Possible, or should I just write a program to do this?

Thanks in advance!


rgds,
YKheong
 
Old 02-18-2010, 11:07 PM   #2
ashok.g
Member
 
Registered: Dec 2009
Location: Hyderabad,India
Distribution: RHEl AS 4
Posts: 215

Rep: Reputation: 32
Here is what I did for you ykheong using perl programming.
Code:
open(IN,"a.txt");
@a=<IN>;
for($i=0;$i<=$#a;$i++)
{
if($a[$i]=~/999-9999999$/)
{
print "$a[$i-2]$a[$i-1]$a[$i]$a[$i+1]$a[$i+2]";
}
}
Hope that helps you
 
Old 02-18-2010, 11:27 PM   #3
ykheong
LQ Newbie
 
Registered: Feb 2010
Posts: 4

Original Poster
Rep: Reputation: 0
Thanks Ashok.

I think I oversimplified things a bit too much. The distance between the search string and both ends are dynamic. It looks actually more like this.

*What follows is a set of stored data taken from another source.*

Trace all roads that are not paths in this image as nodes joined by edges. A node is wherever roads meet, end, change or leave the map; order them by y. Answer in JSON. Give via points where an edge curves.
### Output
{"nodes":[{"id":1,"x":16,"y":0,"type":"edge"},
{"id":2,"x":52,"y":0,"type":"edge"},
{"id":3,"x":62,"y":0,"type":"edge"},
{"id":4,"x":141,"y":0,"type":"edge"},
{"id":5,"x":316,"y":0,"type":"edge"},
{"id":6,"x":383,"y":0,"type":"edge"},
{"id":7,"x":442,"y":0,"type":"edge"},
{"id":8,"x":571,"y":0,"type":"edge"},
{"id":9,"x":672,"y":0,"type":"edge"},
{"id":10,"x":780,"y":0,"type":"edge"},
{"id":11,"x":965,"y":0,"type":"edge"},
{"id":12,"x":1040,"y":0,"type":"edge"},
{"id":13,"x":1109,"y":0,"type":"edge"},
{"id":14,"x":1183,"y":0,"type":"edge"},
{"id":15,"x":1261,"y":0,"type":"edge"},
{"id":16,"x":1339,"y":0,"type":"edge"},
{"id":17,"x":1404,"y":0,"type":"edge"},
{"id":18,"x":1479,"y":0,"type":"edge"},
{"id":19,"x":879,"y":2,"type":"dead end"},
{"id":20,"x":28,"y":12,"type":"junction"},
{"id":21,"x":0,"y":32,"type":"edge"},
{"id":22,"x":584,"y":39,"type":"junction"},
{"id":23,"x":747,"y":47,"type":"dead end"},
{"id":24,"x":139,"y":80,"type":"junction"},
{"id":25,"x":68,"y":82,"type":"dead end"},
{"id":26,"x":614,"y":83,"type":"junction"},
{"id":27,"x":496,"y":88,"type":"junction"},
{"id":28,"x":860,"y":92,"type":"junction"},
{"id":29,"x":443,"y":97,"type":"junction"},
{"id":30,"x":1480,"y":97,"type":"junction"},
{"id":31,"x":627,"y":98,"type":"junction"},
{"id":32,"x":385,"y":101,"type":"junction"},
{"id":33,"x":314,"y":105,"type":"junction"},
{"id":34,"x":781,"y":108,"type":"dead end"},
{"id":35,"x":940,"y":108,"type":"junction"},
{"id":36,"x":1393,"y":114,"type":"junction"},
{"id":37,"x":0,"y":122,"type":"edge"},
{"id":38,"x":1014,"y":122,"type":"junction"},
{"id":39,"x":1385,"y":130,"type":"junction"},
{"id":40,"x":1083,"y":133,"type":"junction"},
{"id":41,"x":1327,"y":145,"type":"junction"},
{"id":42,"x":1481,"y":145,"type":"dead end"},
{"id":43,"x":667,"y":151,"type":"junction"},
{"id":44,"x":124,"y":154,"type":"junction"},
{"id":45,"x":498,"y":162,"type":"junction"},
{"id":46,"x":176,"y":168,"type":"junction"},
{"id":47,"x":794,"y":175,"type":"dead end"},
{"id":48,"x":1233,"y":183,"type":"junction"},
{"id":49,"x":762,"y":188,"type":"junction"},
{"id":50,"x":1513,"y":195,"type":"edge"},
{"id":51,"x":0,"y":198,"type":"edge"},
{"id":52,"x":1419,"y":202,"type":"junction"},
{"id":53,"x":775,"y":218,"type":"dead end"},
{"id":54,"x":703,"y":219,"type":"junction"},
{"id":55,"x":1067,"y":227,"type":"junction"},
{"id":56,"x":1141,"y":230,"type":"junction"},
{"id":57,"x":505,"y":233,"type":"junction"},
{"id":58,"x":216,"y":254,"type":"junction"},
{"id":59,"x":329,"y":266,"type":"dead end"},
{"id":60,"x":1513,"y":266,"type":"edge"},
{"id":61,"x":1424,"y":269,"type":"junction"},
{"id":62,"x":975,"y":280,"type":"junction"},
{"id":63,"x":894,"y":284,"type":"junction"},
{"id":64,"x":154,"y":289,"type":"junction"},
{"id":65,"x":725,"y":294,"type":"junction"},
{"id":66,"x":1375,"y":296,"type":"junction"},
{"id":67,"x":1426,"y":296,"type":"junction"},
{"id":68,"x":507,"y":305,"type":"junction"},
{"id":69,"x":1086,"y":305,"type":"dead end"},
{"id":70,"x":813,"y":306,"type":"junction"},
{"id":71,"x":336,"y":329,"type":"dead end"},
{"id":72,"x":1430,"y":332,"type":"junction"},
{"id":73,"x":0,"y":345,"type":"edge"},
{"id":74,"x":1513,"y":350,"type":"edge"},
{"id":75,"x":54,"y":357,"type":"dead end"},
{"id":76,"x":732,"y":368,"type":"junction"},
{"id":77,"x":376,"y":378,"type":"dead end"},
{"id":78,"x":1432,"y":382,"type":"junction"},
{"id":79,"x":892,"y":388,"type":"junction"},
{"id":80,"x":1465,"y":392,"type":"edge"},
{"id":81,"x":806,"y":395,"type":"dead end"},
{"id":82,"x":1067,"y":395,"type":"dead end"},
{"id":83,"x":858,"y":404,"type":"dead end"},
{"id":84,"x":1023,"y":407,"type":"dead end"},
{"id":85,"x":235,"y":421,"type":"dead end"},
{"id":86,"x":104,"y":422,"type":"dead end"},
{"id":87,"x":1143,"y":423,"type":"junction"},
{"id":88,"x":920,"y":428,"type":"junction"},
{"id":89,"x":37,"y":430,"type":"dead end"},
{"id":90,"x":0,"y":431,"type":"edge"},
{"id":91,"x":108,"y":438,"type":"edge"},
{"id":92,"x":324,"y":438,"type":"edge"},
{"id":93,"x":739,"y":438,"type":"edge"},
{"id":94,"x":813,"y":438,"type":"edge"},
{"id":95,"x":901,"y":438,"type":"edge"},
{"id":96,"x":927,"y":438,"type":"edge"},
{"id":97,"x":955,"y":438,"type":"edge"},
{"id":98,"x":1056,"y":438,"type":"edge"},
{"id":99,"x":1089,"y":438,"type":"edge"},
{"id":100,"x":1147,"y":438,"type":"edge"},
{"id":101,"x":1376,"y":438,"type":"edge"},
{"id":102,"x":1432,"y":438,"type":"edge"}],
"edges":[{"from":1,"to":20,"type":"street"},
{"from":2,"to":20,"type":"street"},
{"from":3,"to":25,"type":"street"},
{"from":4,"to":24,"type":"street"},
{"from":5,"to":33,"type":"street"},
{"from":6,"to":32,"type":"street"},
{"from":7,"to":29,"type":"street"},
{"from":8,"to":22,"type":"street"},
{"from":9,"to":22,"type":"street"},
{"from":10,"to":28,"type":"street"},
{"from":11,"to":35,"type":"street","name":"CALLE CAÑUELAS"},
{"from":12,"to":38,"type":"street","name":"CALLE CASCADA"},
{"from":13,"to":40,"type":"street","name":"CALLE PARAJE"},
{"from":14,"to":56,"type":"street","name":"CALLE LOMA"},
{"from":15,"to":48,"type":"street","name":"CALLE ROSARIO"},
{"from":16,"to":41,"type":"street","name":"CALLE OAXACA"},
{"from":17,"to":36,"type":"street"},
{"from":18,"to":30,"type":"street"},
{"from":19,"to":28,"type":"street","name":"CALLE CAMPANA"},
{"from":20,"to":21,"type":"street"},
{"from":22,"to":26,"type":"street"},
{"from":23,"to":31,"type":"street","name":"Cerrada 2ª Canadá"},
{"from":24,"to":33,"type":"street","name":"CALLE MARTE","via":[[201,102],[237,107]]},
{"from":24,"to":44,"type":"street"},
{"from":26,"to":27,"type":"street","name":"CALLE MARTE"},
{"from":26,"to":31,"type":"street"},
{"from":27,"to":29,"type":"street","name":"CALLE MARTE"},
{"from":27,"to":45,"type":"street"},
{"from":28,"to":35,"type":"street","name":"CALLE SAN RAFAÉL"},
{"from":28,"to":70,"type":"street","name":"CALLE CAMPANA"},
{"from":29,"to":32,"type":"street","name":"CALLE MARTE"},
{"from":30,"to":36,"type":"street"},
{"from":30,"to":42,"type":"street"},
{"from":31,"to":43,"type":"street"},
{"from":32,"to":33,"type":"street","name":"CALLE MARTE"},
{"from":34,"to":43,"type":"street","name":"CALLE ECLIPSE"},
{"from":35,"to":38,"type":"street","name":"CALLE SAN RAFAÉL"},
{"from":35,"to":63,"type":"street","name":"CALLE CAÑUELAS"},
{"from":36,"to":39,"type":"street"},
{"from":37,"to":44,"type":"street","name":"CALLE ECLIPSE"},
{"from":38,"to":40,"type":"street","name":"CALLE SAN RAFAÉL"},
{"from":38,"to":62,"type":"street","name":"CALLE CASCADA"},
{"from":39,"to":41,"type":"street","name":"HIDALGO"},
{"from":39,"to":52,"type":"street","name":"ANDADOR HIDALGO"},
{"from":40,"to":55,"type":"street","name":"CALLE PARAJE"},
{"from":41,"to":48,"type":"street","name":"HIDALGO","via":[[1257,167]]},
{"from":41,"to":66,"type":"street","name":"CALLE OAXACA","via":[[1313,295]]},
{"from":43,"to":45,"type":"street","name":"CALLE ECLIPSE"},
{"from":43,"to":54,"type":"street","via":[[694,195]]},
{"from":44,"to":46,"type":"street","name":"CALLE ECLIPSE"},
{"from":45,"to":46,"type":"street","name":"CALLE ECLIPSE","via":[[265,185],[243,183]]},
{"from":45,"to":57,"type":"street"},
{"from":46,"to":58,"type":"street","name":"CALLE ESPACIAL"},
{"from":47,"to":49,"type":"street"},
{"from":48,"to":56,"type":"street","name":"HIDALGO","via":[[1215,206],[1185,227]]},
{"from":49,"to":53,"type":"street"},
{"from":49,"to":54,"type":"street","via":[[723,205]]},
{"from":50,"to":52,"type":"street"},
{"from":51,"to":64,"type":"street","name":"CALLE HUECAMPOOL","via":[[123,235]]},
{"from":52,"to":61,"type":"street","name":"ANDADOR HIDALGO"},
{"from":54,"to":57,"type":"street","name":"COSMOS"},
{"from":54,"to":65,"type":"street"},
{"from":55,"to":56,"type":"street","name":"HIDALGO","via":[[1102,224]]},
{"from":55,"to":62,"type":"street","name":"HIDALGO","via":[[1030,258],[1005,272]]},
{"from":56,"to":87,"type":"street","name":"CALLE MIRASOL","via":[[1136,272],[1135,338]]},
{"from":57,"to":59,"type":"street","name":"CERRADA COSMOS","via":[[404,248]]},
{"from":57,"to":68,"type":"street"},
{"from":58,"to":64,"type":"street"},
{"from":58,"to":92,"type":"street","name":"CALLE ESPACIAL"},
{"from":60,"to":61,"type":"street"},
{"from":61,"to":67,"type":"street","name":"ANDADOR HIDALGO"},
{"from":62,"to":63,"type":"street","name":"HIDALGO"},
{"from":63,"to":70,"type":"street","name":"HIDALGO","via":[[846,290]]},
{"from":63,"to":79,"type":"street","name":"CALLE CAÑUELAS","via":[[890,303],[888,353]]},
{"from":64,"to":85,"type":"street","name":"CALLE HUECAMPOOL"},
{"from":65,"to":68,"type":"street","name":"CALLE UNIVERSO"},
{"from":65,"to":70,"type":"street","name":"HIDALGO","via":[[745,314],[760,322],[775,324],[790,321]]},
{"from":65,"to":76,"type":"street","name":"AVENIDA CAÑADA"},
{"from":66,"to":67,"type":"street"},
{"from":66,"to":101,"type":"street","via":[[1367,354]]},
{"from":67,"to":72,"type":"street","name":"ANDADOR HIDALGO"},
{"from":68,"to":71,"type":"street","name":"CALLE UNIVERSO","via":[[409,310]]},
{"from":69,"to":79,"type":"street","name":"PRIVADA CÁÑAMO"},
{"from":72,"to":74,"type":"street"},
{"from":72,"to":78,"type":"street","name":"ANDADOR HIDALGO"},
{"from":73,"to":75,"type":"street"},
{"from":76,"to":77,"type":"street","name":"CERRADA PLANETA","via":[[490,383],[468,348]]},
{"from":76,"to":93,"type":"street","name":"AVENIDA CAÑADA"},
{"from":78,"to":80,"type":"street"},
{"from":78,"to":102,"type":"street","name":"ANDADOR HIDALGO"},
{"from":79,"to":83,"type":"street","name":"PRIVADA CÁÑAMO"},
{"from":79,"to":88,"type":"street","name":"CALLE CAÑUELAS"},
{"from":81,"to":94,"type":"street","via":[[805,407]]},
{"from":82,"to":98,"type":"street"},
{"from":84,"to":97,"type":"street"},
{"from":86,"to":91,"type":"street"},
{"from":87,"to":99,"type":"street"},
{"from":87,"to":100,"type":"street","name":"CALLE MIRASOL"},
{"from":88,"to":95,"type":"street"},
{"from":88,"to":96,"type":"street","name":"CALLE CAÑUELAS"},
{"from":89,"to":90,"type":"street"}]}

=-=-=-=-=-=-=-=-=-=-=-=-=-=-=-
Report for yyyyyy
something trivia here
and there

Your info 999-9999999

another thing here
and elsewhere
End of Report

Report for zzzzzz
Simpler beginnin

Your info 000-0000000

lots of stuffs
under
this
line, bla bla
End of Report
=-=-=-=-=-=-=-=-=-=-=-=-=-=-=-

So, once I found 999-9999999, I need to search backward for "Report for", then forward for "End of Report" as these are the only indicator of where the report belongs. (note: indentation for readability, actual report has no indentations)

Thank you.


rgds,
YKheong
 
Old 02-18-2010, 11:38 PM   #4
okos
Member
 
Registered: May 2007
Location: California
Distribution: Slackware/Ubuntu
Posts: 609

Rep: Reputation: 38
Is this for a class?
Find someone to do your homework for you?
 
Old 02-19-2010, 12:04 AM   #5
ykheong
LQ Newbie
 
Registered: Feb 2010
Posts: 4

Original Poster
Rep: Reputation: 0
Hi okos,

Unfortunately it is not a homework, otherwise I'll have classmates whom I can ask for help :-), instead of searching in the Net. (lame joke, I know)

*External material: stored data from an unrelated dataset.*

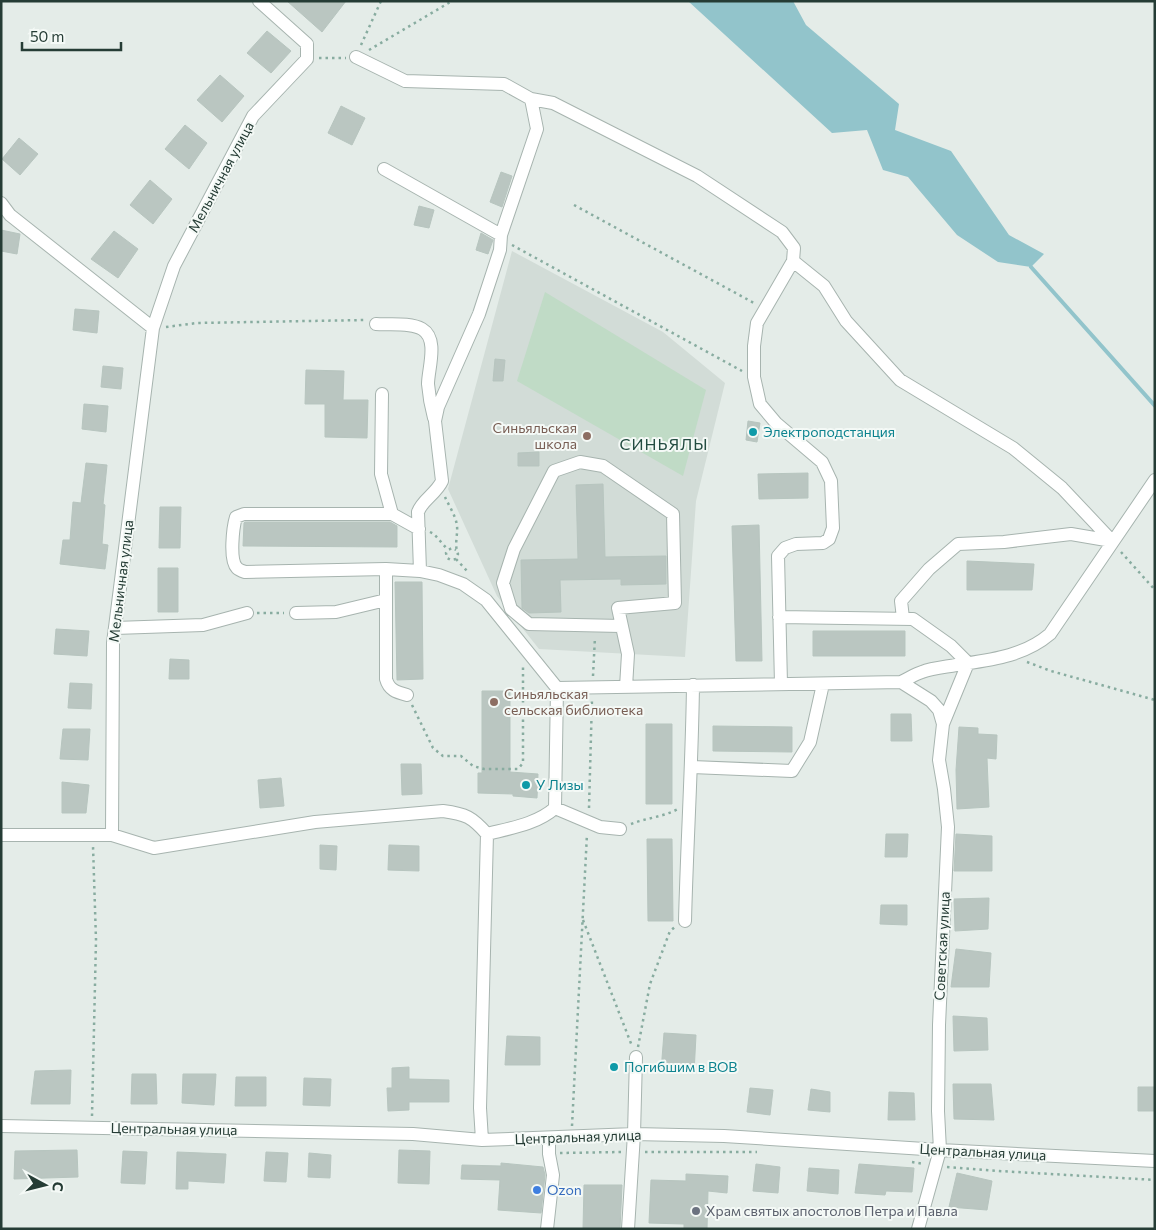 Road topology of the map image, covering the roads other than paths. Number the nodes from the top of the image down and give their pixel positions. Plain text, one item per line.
1 (259, 1) edge
2 (356, 57) road end
3 (531, 99) junction
4 (384, 169) dead end
5 (1, 203) edge
6 (502, 238) junction
7 (793, 261) junction
8 (376, 324) road end
9 (153, 328) junction
10 (382, 394) dead end
11 (435, 420) junction
12 (1155, 480) edge
13 (392, 514) junction
14 (419, 529) junction
15 (1112, 542) junction
16 (386, 569) junction
17 (420, 571) junction
18 (386, 600) junction
19 (296, 613) road end
20 (248, 614) road end
21 (779, 617) junction
22 (903, 618) junction
23 (621, 626) junction
24 (115, 628) junction
25 (968, 664) junction
26 (901, 682) junction
27 (781, 684) junction
28 (824, 684) junction
29 (693, 685) junction
30 (626, 687) junction
31 (557, 688) junction
32 (407, 695) road end
33 (943, 724) junction
34 (692, 767) junction
35 (556, 808) junction
36 (620, 829) road end
37 (487, 834) junction
38 (1, 835) edge
39 (112, 835) junction
40 (685, 921) road end
41 (636, 1057) road end
42 (1, 1126) edge
43 (634, 1134) junction
44 (549, 1138) junction
45 (482, 1140) junction
46 (940, 1150) junction
47 (1155, 1161) edge
48 (547, 1229) edge
49 (628, 1229) edge
50 (918, 1229) edge

1 - 9 street, Мельничная улица
2 - 3 street
3 - 6 street
3 - 7 street
4 - 6 street
5 - 9 street
6 - 11 street
7 - 15 street
7 - 21 street
8 - 11 street
9 - 24 street, Мельничная улица
10 - 13 street
11 - 14 street
12 - 15 street
13 - 14 street
13 - 16 street
14 - 17 street
15 - 22 street
15 - 25 street
16 - 17 street
16 - 18 street
17 - 31 street
18 - 19 street
18 - 32 street
20 - 24 street
21 - 22 street
21 - 27 street
22 - 25 street
23 - 23 street
23 - 30 street
24 - 39 street, Мельничная улица
25 - 26 street
25 - 33 street, Советская улица
26 - 28 street
26 - 33 street
27 - 28 street
27 - 29 street
28 - 34 street
29 - 30 street
29 - 34 street
30 - 31 street
31 - 35 street
33 - 46 street, Советская улица
34 - 40 street
35 - 36 street
35 - 37 street
37 - 39 street
37 - 45 street
38 - 39 street
41 - 43 street
42 - 45 street, Центральная улица
43 - 44 street, Центральная улица
43 - 46 street, Центральная улица
43 - 49 street
44 - 45 street, Центральная улица
44 - 48 street
46 - 47 street, Центральная улица
46 - 50 street, Советская улица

I must admit that I am not good at sed, nor awk (and thus, perl). So far I can get away with grep. Try to `grep -C` is the closest I can get, but it is fixed number of lines so doesn't help much.

Cheers!


rgds,
YKheong
 
Old 02-19-2010, 01:00 AM   #6
ashok.g
Member
 
Registered: Dec 2009
Location: Hyderabad,India
Distribution: RHEl AS 4
Posts: 215

Rep: Reputation: 32
Hi ykheong,
I'm back with the code what actually you want.
Here is the code:
Code:
open(IN,"a.txt");
@a=<IN>;
$f=0;
for($i=0;$i<=$#a;$i++)
{
	if($a[$i]=~/999-9999999$/)
	{
		for($j=$i-1;$j>=0;$j--)
		{
			if($a[$j] !~ /^(Report)/)
			{
				push @final,$a[$j];
			}
			else
			{
				last;
			}
		}
		push @final, $a[$j];
		print reverse @final;
		print $a[$i];
		for($j=$i+1;$j<=$#a;$j++)
		{
			if($a[$j] !~ /^End of Report/)
			{
				print "$a[$j]";
			}
			else
			{
				last;
			}
		}
		print "$a[$j]";
		exit;
	}
}
 
Old 02-19-2010, 02:07 AM   #7
GrapefruiTgirl
LQ Guru
 
Registered: Dec 2006
Location: underground
Distribution: Slackware64
Posts: 7,594

Rep: Reputation: 556Reputation: 556Reputation: 556Reputation: 556Reputation: 556Reputation: 556
And here's a Bash way (pretty low-tech though; I guess the AWKxperts are not around today )

Code:
#!/bin/bash

save='0'

while read line; do
   [ "$(echo "$line" | awk '/999-9999999/{print}')" ] && save='1'
   if [ "$save" = '1' ]; then
     output="${output}\n${line}"
     if [ "$(echo "$line" | grep "End of Report")" ]; then
       save='0'
     fi
   fi
done < test

save='0'
tac test > .temptest

while read line; do
   [ "$(echo "$line" | awk '/999-9999999/{print}')" ] && save='2'
   if [ $save = '1' ]; then
      output="${line}\n${output}"
      if [ "$(echo "$line" | grep "Report for")" ]; then
        save=0
      fi
   fi
   [ "$save" = '2' ] && save='1'
done < .temptest

echo -e "${output}" | sed '/^$/{
N
/^\n$/D
}'

rm .temptest
Have fun!
Sasha
 
Old 02-19-2010, 02:43 AM   #8
ykheong
LQ Newbie
 
Registered: Feb 2010
Posts: 4

Original Poster
Rep: Reputation: 0
Hi Ashok & Sasha,

Thanks for the sample. I have yet to test it out (am quite dizzy after reading lot of examples from the Net, also I am calling the day off). Nevertheless I will revert back to you on the results.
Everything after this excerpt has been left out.